How to Organise Your WIP Research

Untitled design (19).png

If you’re working on a historical fiction WIP, then you know better than anyone how convoluted your WIP research can be. There are so many parts that make up a whole, and the less organised you are the more confusing it gets.

I’ve been there and finally, I’ve found a system of organisation that works for me. Before, I looked up what each author was doing to organise their research, and to be honest with you, a lot of their tips were either too vague or didn’t work for me in practice. This way of organising your notes will leave you satisfied that everything is in the right place for you to come back to at anytime, without being confused.

This form of organisation works best for when you’re starting your WIP. As you move through your drafts, of course the way in which you organise and brainstorm your work will change. For the beginning however, this is the best way I can think of.

Get a notebook

Get one notebook per WIP, and label it accordingly. If you’re working on a trilogy or series, then have one notebook per book. Be really strict with yourself here if you’re working across multiple books — you need to make sure you are writing the correct notes in the corresponding book.

Pen your notes

Keep all of your notes in your notebook. Not on your phone, or saved on a word doc, in the notebook. Penning your notes will stop you from a) information overload and b) it will keep everything in the one place. There’s nothing worse than having notes across multiple platforms and trying to remember where a specific note is. If it’s in the notebook, it’s easy to find.

Use a header

At the top of each page in your notebook, use the header to label each page and topic. For example if you’re researching Victorian England, then you might label one page ‘Victorian clothing’ and another ‘Victorian Homes'. In my notebook, I have one page called ‘Etymological Definition of Britain’ and one named ‘Documentary: The Age of Ice’ to help me keep track of what information is where.

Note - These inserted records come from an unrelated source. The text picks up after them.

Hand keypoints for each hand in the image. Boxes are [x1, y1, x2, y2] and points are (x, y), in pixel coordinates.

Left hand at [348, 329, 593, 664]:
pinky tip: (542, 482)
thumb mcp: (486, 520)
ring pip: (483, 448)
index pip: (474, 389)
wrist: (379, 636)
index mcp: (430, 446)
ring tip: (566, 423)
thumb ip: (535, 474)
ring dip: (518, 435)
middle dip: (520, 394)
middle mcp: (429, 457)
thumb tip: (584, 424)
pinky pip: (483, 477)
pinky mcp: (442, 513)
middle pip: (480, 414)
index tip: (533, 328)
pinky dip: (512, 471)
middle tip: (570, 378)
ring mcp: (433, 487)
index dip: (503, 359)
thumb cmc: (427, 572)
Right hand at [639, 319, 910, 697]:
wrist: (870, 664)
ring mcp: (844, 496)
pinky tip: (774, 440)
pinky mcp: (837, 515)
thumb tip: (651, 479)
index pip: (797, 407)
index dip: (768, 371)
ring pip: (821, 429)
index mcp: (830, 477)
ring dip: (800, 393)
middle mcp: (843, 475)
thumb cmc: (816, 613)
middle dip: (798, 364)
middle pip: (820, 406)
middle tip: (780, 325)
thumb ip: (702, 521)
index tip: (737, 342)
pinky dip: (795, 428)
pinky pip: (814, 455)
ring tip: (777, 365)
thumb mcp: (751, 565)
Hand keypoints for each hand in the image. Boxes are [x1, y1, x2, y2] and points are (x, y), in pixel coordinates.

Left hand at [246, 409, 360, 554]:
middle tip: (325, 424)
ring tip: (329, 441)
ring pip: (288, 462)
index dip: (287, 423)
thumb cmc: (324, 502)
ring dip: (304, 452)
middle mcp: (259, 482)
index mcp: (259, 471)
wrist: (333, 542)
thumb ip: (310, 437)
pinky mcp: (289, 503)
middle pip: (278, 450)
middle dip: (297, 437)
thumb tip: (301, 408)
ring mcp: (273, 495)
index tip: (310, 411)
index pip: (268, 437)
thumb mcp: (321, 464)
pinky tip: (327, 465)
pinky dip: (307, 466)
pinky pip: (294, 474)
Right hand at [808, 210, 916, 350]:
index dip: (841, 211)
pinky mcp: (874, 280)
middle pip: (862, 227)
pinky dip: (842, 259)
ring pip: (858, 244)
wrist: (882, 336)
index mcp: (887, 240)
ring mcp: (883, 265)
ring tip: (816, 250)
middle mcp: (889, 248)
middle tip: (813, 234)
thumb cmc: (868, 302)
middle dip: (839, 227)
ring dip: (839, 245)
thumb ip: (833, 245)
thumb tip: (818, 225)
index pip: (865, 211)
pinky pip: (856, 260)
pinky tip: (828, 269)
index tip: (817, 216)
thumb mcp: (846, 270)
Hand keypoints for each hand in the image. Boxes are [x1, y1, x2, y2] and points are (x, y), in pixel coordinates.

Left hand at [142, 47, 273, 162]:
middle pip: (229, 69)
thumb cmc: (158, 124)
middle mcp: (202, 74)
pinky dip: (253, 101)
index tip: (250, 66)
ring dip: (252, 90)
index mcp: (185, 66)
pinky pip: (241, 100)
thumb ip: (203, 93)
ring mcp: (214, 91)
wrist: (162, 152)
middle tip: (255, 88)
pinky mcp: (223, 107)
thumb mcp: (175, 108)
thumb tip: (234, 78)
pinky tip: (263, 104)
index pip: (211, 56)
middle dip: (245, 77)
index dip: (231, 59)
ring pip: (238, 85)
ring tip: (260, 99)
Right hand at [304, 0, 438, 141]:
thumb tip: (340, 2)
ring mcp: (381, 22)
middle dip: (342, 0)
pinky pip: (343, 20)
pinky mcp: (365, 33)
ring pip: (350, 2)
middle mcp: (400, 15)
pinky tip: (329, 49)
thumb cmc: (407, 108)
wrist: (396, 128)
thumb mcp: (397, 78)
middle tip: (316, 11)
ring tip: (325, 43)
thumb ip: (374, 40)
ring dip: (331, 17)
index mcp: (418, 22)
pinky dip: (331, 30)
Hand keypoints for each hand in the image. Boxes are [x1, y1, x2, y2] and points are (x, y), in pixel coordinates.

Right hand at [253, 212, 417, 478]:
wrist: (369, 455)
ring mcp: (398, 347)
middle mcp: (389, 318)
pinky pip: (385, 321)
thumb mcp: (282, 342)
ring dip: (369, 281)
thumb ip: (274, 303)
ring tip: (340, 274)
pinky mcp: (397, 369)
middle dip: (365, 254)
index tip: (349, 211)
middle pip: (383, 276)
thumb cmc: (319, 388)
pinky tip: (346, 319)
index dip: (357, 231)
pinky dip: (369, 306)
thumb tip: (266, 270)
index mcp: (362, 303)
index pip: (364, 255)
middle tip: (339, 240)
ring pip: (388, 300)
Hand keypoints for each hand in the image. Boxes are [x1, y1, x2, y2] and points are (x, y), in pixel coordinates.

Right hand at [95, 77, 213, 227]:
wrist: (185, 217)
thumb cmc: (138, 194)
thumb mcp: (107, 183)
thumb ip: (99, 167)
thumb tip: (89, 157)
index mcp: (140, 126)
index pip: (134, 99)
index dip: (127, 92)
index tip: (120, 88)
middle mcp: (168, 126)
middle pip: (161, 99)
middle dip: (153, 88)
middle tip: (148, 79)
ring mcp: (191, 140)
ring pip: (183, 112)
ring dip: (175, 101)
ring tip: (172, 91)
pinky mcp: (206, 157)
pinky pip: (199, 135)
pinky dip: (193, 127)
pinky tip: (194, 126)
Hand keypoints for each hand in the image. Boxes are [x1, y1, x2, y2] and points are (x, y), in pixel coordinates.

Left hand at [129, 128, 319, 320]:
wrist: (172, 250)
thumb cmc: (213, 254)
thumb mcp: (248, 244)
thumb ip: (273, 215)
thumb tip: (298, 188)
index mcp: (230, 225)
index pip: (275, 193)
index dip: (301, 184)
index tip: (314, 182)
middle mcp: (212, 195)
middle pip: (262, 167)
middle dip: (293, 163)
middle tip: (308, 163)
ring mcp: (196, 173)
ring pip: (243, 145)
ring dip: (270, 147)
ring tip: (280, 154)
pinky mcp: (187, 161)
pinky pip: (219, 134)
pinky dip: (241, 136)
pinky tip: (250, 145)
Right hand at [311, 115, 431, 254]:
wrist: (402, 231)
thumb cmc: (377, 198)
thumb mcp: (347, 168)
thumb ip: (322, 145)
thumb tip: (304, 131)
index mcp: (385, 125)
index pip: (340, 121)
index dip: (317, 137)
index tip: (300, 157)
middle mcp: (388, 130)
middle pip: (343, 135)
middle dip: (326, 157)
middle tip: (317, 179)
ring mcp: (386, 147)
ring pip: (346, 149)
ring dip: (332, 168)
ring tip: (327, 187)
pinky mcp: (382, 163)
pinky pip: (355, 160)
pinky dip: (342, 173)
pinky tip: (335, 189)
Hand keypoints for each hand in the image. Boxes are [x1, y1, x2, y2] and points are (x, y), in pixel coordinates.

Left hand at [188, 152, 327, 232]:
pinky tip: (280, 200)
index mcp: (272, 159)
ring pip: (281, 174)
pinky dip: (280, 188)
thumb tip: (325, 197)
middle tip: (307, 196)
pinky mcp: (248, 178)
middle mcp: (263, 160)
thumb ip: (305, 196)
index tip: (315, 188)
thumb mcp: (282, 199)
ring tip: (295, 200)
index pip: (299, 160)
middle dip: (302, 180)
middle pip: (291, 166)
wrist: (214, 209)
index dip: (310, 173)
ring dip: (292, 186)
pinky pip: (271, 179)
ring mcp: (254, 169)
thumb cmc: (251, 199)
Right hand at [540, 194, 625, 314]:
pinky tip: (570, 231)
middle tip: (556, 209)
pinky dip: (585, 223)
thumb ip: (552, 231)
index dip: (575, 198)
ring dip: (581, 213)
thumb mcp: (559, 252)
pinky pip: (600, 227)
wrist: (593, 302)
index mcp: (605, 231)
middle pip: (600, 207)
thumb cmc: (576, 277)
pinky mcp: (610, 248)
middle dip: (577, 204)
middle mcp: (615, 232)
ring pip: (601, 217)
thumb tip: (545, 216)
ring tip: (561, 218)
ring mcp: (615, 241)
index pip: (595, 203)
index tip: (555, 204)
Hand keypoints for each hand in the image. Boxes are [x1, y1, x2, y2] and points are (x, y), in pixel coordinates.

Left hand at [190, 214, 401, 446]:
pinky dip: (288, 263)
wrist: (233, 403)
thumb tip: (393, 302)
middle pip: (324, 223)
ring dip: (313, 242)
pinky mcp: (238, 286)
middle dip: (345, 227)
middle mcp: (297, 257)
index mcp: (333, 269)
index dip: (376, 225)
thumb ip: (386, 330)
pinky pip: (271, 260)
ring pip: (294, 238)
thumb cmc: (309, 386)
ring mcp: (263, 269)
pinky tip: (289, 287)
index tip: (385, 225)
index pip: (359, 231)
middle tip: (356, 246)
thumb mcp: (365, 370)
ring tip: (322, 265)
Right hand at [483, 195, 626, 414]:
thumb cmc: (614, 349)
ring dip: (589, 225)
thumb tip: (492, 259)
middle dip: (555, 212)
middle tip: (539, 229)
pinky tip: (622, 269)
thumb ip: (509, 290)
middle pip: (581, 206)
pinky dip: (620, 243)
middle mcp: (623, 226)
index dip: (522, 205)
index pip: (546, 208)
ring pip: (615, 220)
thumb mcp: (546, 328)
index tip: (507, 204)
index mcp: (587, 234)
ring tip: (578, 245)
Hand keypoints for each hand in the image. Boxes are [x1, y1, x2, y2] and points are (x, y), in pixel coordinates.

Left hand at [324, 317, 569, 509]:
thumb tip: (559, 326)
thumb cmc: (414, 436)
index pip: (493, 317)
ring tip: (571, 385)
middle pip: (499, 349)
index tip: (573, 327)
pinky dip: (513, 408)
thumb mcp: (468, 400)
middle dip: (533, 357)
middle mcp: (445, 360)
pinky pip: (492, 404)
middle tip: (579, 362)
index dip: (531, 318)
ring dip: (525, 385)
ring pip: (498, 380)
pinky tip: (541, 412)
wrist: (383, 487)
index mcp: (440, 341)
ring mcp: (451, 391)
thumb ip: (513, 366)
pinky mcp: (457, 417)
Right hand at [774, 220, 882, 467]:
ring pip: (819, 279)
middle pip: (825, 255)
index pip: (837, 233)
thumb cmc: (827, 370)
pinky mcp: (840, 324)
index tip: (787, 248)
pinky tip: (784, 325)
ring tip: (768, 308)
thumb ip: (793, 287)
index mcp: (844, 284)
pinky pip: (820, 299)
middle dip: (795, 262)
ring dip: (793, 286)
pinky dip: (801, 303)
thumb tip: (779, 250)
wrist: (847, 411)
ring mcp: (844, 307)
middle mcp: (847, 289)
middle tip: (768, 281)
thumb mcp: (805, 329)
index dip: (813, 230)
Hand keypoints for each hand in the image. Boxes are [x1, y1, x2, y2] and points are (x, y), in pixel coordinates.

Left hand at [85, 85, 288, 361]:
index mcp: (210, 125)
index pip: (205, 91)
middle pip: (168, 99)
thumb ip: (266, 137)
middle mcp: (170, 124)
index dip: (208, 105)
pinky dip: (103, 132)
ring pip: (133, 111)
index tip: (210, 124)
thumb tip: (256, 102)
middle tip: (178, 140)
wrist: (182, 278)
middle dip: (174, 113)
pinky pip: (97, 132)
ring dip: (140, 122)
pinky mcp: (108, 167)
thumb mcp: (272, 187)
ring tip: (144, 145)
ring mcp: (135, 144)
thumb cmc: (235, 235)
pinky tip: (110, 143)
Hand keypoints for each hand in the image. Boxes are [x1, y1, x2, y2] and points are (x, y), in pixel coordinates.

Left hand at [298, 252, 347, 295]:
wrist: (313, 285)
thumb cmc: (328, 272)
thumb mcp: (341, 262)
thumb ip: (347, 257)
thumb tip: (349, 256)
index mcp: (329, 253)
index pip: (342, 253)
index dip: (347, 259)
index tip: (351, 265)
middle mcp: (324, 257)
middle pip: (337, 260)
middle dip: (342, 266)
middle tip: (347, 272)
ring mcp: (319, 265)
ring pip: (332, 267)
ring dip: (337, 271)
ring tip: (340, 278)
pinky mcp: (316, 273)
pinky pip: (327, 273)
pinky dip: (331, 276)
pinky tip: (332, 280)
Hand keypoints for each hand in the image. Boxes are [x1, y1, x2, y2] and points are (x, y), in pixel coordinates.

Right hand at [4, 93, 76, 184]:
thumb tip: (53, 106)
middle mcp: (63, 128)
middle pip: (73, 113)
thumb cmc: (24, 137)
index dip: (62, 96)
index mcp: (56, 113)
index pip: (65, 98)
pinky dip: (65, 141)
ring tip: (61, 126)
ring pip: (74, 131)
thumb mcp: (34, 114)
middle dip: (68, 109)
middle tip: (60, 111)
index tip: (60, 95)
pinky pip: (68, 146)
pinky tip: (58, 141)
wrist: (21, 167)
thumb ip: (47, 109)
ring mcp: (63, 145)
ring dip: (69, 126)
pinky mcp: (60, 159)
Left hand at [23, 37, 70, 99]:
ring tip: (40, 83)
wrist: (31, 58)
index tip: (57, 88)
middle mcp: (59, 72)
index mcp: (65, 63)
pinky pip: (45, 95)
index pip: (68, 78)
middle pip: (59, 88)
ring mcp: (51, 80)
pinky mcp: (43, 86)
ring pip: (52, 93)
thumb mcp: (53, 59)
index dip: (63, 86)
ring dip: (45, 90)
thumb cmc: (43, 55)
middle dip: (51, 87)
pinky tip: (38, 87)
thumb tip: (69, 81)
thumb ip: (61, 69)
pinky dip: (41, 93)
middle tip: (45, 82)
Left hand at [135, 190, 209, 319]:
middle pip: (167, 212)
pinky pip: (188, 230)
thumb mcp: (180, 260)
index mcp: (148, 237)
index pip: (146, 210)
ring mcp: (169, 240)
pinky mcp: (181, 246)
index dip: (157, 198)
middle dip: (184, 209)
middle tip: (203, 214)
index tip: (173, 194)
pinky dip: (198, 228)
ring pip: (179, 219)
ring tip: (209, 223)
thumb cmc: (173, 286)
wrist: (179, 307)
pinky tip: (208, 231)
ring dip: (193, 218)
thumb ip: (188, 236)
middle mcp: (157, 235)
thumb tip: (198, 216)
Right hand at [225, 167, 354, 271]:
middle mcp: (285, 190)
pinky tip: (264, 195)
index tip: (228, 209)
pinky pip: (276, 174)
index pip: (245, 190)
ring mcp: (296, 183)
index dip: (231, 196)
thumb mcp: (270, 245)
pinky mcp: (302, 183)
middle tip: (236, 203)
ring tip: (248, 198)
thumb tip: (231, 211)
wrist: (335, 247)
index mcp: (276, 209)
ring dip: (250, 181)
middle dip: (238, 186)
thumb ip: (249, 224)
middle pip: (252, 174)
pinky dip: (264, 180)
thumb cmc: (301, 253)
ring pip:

Categorising your notes like this with a definite header at the start will help you to find the information later on. This will also force you to keep one page per area of research, so you don’t start jumbling things up. Even dating it will help you to find your notes further down the track.

Now that you’ve got the basic structure, you need to know what to include.

Here are some ideas for where you should begin your WIP research, so you don’t waste time researching every detail under the sun.

Character bios

At the beginning of your research, you might find it helpful to do a character bio for each of your characters. I found it really helpful to pin point my characters and what made them, them!

Here’s a basic structure:

  • Name:

  • Hair colour:

  • Eye colour:

  • Nationality:

  • Language:

  • Age:

  • Clothing style / colour:

You can also include what they’re going to learn during the book — what are their struggles? what are their triumphs? what are they going to overcome? This also helps with pin pointing character motivations and how they will react to events in your story.

Time Period

Historical fiction can be bewildering at times, so make sure you have a specific date in mind for your WIP. Not 1800s or 1300s, be specifc. The more specific you are, the easier your research will be. To give you an example, 1801 is a very different world to 1870. You want to make sure all your historical details are correct so this means choosing a specific date. If you’re not sure, find a major event that has happened in the time period you want to write. You’ll be able to find lots of historical detail on the time period and have a climatic point for your characters to react to.

Location

Be specific about your location too. Another example of difference is the Renaissance. The Renaissance in Italy began in the 1300s, but the German Renaissance began 100 years later in the 1400s. Choose a location that resonates with you, and be sure to always come back to it. I find it helpful to even pick a specific town — that way I can easily find physical places like churches, gardens or mountains, and describe these places in more detail.

Clothing, Houses, Food

Again, specific is best. When you have your time period and location, you’ll be able to discover what your characters wore, where they lived, and what they ate. Did they ride horses, or donkeys? Did they wear tunics or pants? These will all be determined by the time period and the location. It’s very easy to find these specific details when you know what you’re looking for!

Research only what your characters know

This will help you so much when you go to write your WIP. The truth is with historical fiction, you only need to know what your characters know, that’s it. You don’t need to know everything, and it’s worse if you try to because you end up with lots of information that you’ll never include.

Only research what is relevant to your story and your characters. Every time you feel yourself falling down a funnel of research, come back to this.

I hope this helps your WIP research and helps get you started on delving more into your time period. Historical fiction is such a joy to write, even though it requires more effort than other genres. You can really understand more about other cultures, and the world around you, by noticing the finer details.